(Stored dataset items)
------------

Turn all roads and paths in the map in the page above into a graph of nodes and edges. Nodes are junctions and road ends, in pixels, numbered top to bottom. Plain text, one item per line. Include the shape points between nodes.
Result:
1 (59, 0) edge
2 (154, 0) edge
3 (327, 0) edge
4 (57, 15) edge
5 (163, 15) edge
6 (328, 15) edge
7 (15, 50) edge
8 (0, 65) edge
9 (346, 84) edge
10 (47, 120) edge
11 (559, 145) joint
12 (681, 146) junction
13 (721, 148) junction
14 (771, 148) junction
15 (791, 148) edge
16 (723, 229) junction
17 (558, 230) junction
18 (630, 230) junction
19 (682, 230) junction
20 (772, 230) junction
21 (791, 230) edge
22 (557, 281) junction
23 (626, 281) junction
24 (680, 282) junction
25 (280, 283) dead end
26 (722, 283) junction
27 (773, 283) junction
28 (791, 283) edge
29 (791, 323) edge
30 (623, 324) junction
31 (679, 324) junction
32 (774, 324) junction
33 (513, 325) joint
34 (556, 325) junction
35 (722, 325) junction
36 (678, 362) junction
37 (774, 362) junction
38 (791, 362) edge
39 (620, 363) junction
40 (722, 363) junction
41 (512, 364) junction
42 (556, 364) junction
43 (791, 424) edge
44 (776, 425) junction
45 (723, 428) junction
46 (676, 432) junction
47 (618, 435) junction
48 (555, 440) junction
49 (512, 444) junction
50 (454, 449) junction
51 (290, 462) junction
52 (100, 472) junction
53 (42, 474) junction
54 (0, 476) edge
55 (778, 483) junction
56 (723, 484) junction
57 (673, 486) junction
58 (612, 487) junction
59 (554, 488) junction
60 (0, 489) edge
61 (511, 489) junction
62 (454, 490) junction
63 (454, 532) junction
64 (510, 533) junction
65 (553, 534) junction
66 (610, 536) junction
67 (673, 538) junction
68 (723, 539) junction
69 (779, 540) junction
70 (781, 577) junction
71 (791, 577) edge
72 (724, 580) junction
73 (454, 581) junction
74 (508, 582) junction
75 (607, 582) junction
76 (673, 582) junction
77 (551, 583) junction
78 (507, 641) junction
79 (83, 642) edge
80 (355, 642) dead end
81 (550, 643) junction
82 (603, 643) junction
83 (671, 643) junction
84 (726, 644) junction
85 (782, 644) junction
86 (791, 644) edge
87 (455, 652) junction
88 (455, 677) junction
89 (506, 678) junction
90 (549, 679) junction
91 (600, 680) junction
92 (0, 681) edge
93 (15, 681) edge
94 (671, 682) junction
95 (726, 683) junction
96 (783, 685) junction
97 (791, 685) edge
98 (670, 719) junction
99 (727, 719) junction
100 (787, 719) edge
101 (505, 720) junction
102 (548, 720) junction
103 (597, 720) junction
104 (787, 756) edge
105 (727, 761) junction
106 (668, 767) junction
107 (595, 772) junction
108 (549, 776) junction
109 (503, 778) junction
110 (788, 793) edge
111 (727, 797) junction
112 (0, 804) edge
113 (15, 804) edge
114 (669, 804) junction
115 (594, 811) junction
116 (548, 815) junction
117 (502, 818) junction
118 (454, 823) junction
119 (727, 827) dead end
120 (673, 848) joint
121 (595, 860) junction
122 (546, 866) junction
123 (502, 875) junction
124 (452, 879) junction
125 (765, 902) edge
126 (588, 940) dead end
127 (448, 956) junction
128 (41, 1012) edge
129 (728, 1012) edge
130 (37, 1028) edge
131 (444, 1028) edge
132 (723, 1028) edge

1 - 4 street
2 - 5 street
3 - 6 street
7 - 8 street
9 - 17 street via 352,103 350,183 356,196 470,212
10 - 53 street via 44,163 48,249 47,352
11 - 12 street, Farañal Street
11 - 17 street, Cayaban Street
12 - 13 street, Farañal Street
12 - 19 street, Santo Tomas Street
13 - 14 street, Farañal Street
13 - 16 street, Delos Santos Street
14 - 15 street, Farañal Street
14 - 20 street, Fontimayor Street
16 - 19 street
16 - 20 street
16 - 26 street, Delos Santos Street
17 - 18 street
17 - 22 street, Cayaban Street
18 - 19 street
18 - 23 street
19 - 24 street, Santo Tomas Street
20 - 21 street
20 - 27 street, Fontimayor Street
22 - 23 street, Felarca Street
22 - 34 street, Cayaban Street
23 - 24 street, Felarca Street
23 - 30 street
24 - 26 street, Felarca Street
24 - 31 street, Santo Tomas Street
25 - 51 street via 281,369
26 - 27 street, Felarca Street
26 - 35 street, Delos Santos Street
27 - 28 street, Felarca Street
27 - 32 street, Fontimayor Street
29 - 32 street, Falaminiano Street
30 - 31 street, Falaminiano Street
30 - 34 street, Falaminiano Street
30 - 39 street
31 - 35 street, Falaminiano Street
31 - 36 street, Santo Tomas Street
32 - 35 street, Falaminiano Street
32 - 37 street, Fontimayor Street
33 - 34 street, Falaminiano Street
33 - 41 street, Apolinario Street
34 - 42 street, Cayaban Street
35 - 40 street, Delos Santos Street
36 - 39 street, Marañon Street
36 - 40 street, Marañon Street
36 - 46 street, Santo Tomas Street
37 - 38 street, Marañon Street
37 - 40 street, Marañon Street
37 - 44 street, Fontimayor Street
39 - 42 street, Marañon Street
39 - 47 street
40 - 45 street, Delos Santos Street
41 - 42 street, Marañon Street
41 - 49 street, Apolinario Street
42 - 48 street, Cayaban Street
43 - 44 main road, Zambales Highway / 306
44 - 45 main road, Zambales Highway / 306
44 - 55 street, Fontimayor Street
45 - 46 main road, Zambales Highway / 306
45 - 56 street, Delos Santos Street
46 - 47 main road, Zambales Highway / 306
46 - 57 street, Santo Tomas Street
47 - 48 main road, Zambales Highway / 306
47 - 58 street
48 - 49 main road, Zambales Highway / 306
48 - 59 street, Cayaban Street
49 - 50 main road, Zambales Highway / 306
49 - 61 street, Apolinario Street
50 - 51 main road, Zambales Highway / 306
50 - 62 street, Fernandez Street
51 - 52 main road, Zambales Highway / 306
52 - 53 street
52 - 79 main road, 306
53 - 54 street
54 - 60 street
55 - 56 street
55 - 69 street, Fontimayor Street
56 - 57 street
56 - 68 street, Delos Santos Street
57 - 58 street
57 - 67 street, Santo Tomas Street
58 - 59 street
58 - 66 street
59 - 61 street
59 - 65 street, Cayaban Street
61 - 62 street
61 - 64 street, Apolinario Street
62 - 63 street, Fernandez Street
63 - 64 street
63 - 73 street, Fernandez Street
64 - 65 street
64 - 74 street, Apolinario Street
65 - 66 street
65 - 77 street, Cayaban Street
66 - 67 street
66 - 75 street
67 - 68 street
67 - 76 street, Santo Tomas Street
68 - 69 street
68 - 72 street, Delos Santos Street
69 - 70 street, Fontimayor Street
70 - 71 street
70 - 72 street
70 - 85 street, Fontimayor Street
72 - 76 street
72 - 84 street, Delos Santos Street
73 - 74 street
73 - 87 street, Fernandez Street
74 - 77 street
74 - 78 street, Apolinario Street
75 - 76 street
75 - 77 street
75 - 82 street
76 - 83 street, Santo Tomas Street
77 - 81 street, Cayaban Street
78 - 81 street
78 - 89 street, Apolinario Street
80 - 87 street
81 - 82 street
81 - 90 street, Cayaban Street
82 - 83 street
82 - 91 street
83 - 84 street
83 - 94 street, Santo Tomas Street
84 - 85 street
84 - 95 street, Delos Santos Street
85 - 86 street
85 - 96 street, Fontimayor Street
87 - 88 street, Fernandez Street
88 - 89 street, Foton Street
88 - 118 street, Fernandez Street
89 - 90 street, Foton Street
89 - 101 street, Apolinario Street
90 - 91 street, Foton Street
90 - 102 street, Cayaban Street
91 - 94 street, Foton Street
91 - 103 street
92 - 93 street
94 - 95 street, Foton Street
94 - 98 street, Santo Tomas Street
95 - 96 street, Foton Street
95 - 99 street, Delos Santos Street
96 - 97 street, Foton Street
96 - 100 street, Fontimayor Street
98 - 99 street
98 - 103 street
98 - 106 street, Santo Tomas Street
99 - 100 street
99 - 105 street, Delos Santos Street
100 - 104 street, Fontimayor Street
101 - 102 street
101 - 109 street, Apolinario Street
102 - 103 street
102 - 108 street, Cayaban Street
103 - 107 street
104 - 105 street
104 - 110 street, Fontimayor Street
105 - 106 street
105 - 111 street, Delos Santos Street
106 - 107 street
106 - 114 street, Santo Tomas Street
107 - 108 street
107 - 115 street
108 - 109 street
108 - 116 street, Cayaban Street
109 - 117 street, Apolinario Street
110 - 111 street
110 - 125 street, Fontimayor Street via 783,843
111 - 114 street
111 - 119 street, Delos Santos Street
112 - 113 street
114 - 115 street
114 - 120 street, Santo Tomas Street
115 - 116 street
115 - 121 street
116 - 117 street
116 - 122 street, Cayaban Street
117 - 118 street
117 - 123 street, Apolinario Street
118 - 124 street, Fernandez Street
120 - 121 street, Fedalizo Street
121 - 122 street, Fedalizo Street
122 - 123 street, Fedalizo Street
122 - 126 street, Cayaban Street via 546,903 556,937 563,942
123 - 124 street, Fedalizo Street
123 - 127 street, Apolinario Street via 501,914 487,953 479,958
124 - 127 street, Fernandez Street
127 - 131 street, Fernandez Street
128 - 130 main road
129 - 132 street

------------

*Task to carry out*:
Copy each line above that has the word "Farañal".

*Finished exercise*:
11 - 12 street, Farañal Street
12 - 13 street, Farañal Street
13 - 14 street, Farañal Street
14 - 15 street, Farañal Street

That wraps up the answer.